C is missing, though.


----------



## jmx

I've just discovered that this kind of sentences are called 'pangrams'. The Spanish Wikipedia page about "pangrama" contains some examples in Spanish :

http://es.wikipedia.org/wiki/Pangrama


----------



## dn88

Some Polish ones, all found in Wikipedia:

Pchnąć w tę łódź jeża lub ośm skrzyń fig.
Pójdźże, kiń tę chmurność w głąb flaszy!
Dość gróźb fuzją, klnę, pych i małżeństw!
Pójdź w loch zbić małżeńską gęś futryn!
Filmuj rzeź żądań, pość, gnęb chłystków!
O, mógłże sęp chlań wyjść furtką bździn. 
Mężny bądź, chroń pułk twój i sześć flag.
Chwyć małżonkę, strój bądź pleśń z fugi.


----------



## jonquiliser

Answers.com often has splendid answers! Here's a long list of pangrams, including genuine and perfect ones, in many languages.

The Swedish alphabet includes letters not used apart from in loanwords, so most phrases tend to sound really, really forced.

Here are a few (from the page mentioned) - but they are written using archaic spelling for some words:
Flygande bäckasiner söka hwila på mjuka tuvor (doesn't have q, x or z)
Gud hjälpe qvickt Zorns mö få aw byxor 
Yxskaftbud, ge vår wczonmö IQhjälp (perfect as a pangram, far from perfection in terms of meaning and comprehensibility )


----------



## Whodunit

cyanista said:


> C is missing, though.


 
It isn't.

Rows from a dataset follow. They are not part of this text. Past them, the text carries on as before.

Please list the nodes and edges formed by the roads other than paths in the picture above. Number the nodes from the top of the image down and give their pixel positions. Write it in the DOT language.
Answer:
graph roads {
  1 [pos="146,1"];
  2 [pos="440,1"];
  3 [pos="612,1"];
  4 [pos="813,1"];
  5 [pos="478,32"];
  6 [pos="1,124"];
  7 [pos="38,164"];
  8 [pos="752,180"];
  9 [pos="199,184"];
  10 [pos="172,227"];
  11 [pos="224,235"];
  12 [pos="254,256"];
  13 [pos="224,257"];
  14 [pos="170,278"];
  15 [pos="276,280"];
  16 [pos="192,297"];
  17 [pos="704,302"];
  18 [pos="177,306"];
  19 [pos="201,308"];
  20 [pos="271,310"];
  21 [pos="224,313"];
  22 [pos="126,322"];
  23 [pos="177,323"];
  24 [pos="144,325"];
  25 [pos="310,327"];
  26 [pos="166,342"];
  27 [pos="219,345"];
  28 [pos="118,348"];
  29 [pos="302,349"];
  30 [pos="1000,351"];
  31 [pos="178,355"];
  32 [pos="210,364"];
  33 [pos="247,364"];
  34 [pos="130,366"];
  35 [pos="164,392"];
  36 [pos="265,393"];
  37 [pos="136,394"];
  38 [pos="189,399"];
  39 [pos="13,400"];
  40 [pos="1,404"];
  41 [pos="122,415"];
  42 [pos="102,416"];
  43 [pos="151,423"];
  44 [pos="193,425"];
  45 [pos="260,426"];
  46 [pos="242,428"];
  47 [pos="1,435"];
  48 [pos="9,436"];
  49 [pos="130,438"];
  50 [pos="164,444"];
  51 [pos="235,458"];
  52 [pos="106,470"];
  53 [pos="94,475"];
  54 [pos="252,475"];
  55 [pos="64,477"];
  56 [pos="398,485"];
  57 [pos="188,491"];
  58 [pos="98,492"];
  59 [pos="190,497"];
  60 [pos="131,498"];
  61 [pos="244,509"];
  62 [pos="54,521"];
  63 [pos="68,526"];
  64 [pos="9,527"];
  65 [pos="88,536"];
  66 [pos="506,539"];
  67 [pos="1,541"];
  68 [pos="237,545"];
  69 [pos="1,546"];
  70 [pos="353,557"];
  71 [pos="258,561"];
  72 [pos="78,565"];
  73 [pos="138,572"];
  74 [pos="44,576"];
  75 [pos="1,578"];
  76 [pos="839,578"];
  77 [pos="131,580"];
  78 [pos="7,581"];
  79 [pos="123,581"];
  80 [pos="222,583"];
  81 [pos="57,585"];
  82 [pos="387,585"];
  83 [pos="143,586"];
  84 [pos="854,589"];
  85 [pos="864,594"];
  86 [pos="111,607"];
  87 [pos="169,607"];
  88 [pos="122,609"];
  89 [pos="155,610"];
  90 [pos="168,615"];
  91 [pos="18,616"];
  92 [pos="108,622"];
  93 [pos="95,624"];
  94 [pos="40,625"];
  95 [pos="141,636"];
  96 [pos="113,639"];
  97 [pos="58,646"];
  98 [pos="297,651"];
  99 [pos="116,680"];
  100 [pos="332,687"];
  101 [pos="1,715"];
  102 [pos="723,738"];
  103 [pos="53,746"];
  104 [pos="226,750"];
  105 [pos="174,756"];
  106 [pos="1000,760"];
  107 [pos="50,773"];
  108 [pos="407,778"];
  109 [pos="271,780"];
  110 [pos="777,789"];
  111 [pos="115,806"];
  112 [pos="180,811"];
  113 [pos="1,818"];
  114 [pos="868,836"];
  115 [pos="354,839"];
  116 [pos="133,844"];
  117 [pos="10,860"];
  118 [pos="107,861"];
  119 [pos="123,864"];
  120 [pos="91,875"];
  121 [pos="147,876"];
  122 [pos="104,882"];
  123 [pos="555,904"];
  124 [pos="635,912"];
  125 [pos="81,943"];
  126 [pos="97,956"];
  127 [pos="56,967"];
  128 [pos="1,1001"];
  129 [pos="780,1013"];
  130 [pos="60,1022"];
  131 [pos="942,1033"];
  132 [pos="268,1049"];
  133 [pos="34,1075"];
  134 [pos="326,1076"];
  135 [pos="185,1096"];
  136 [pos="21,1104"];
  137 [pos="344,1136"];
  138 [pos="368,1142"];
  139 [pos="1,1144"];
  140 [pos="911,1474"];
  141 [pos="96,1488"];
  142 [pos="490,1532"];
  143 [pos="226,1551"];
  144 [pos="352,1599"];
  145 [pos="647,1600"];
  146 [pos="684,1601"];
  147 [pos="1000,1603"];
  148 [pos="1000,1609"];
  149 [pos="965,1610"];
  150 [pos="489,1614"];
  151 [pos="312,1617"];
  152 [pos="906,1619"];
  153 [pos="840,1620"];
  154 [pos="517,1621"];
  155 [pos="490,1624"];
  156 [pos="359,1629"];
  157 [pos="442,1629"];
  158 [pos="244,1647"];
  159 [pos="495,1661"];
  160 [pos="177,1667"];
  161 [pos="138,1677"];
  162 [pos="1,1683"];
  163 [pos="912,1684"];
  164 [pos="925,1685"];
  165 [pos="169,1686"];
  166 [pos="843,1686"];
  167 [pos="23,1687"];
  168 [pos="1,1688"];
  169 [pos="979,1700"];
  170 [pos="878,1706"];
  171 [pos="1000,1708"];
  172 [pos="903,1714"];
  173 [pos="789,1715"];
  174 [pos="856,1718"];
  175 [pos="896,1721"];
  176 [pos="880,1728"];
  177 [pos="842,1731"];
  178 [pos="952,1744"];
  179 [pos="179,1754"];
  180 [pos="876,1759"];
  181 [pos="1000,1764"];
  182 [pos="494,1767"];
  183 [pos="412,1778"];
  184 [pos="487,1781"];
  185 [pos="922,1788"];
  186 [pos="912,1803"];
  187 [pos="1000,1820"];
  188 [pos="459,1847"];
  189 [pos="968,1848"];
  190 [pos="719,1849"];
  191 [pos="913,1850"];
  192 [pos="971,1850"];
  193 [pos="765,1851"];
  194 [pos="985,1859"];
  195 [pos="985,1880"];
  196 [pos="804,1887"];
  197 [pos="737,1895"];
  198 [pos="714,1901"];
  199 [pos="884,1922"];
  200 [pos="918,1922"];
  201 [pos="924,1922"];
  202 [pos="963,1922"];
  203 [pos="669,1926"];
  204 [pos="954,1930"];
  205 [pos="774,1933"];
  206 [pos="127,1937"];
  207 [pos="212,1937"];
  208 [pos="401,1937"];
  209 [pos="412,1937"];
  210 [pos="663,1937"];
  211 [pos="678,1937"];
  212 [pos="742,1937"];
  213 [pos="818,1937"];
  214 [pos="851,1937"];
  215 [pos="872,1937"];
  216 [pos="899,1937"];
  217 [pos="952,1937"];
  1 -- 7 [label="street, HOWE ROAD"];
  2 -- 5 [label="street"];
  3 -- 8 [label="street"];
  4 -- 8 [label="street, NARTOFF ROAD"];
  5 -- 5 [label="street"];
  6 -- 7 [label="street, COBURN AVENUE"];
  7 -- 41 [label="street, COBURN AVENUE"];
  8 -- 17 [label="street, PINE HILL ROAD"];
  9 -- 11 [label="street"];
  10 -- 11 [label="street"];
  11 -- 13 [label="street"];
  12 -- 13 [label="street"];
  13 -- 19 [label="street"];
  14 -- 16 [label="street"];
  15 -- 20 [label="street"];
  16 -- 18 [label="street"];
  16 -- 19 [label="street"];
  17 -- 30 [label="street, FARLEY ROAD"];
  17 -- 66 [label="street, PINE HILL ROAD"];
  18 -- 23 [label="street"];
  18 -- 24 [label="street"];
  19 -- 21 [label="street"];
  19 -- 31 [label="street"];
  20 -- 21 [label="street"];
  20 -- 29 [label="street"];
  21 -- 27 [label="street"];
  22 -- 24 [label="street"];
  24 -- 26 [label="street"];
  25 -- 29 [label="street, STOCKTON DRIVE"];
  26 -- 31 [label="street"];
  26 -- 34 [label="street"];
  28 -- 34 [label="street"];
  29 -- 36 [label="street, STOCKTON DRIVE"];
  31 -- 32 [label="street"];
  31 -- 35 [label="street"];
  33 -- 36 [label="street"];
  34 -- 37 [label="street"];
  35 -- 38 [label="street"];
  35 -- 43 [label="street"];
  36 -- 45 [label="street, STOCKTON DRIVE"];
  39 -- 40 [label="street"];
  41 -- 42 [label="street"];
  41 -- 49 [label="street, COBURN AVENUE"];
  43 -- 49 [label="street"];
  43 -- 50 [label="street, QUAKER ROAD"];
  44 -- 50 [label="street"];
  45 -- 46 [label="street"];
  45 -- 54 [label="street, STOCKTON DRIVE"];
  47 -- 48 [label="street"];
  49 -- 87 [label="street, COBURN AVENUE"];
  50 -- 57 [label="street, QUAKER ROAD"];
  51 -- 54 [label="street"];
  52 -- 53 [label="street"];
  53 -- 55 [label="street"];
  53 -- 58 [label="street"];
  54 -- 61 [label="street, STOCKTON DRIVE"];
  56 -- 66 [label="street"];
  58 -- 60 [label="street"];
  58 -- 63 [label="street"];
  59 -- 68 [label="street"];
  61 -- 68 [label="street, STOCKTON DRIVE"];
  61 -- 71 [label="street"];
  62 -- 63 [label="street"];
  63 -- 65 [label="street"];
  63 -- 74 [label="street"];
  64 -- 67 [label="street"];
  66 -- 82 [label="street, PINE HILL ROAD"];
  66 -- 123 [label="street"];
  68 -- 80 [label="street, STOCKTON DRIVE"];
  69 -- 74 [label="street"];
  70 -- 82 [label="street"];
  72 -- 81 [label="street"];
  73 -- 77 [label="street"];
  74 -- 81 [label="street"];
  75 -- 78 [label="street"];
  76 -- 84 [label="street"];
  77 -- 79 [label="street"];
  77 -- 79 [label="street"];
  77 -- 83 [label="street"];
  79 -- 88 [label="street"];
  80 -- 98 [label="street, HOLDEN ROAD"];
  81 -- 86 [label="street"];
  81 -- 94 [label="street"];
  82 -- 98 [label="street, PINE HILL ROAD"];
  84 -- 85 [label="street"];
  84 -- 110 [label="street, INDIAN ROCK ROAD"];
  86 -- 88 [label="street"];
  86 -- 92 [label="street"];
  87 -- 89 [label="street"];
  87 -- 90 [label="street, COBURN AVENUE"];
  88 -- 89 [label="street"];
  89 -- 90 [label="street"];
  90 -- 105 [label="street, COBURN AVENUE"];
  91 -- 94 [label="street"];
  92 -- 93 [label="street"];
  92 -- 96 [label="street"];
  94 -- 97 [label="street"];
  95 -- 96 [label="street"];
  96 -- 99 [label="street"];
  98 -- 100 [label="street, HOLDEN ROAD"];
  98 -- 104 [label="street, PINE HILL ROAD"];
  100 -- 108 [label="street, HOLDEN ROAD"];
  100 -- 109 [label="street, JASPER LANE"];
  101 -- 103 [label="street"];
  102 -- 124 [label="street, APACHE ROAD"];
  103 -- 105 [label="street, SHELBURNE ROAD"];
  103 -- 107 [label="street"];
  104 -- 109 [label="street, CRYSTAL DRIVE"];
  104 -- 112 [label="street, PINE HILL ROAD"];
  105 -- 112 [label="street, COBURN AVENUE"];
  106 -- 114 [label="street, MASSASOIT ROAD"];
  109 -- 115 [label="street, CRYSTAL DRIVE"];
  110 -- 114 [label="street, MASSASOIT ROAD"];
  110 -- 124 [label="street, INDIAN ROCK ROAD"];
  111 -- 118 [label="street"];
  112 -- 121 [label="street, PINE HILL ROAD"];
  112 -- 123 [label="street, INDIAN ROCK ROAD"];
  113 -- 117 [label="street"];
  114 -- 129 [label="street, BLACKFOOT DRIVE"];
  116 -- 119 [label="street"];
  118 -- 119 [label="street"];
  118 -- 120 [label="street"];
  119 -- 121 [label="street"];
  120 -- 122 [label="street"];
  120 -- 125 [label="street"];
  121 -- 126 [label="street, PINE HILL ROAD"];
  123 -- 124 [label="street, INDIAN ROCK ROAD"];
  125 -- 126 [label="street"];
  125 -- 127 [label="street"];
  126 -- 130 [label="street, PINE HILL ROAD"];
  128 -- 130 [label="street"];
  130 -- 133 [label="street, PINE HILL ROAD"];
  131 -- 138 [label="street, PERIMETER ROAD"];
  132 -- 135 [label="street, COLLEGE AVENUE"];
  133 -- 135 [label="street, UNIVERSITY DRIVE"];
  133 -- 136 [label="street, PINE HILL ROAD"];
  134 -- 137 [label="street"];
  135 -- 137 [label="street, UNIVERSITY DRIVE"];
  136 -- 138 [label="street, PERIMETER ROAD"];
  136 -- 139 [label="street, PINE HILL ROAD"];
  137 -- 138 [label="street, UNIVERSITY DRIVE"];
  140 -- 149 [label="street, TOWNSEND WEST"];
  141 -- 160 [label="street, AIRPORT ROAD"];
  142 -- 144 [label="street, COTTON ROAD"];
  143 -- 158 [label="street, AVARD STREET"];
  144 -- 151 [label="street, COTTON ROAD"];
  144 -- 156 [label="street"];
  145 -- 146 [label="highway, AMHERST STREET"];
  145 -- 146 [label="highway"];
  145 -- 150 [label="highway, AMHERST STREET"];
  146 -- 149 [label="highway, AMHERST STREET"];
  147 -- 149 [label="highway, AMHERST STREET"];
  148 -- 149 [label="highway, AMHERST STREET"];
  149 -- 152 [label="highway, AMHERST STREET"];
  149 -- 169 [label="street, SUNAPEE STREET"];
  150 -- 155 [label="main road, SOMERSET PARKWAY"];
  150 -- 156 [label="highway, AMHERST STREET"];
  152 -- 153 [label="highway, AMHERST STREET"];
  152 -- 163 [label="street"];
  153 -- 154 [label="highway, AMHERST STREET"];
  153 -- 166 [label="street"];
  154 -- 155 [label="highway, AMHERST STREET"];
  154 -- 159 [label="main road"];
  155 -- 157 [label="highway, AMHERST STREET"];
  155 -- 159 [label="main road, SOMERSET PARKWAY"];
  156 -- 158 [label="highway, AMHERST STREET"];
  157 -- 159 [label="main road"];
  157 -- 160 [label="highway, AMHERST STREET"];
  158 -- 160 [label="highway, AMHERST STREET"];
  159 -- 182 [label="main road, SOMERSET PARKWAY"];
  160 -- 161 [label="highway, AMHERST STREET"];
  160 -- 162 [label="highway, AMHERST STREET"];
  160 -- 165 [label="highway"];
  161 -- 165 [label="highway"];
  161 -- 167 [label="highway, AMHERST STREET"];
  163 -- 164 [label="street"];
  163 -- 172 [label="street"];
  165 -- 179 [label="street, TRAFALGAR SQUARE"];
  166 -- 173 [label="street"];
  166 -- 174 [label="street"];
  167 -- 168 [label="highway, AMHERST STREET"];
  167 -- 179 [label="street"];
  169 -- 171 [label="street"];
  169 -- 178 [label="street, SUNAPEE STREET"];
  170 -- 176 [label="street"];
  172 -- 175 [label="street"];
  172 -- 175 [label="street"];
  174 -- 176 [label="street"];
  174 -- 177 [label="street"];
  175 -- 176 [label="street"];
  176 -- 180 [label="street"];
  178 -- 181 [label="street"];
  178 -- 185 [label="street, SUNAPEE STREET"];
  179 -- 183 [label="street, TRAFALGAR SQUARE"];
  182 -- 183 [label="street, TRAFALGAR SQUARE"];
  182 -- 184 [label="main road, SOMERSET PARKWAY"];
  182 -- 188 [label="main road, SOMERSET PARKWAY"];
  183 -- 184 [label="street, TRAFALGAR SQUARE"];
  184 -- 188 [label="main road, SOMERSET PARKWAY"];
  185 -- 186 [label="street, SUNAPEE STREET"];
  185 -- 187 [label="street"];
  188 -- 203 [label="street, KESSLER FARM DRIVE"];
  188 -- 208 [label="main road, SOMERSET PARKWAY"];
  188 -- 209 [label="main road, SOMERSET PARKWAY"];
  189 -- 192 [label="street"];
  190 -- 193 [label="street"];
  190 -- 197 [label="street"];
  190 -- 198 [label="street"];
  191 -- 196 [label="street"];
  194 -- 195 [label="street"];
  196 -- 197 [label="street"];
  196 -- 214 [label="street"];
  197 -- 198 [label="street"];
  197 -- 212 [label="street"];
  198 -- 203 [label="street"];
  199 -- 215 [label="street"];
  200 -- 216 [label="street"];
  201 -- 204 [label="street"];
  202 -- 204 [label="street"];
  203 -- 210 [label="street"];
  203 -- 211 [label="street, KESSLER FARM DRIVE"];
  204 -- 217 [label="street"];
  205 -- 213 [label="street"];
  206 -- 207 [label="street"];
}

Read it again.


----------



## kusurija

Japanese:
*いろはにほへとちりぬるをわかよたれそつねならむうゐのおくやまけふこえてあさきゆめみしゑひもせすん*.
i-ro-ha-ni-ho-he-to-chi-ri-nu-ru-(w)o-wa-ka-yo-ta-re-so-tsu-ne-na-ra-mu-u-(w)i-no-o-ku-ya-ma-ke-fu-ko-e-te-a-sa-ki-yu-me-mi-shi-(w)e-hi-mo-se-su-N.

色は匂へど 散りぬるを    [iro wa nioedo chirinuru 'o]
     我が世誰ぞ 常ならむ       [waga yo dare zo tsune naramu]
     有為の奥山 今日越えて    [ui no okuyama kyo: koete]
     浅き夢見じ 酔ひもせずん. [asaki(=asai) yume miji ehi(=ei) mo sezuN]
This is classic _iroha_uta. 

_As flowers are brilliant but_ [_inevitably_] _fall,__
      who could remain constant in our world?_ [_No one could_]_
      Today let us transcend the high mountain of transience,
__      and there will be no more shallow dreaming, no more drunkenness._

[English version here]


----------



## Kanes

Bulgarian:

За миг бях в чужд плюшен скърцащ фотьойл.

For a moment I was in someone else's plush squeaking armchair.


----------



## Hakro

In *Finnish* we can say a perfect pangram, a phrase that contains every letter of the Finnish alphabet (we don't have b, c, f, q, w, x, z, å) and every letter only once:

_Törkylempijä vongahdus_ (= a dirty lover, a howling sound)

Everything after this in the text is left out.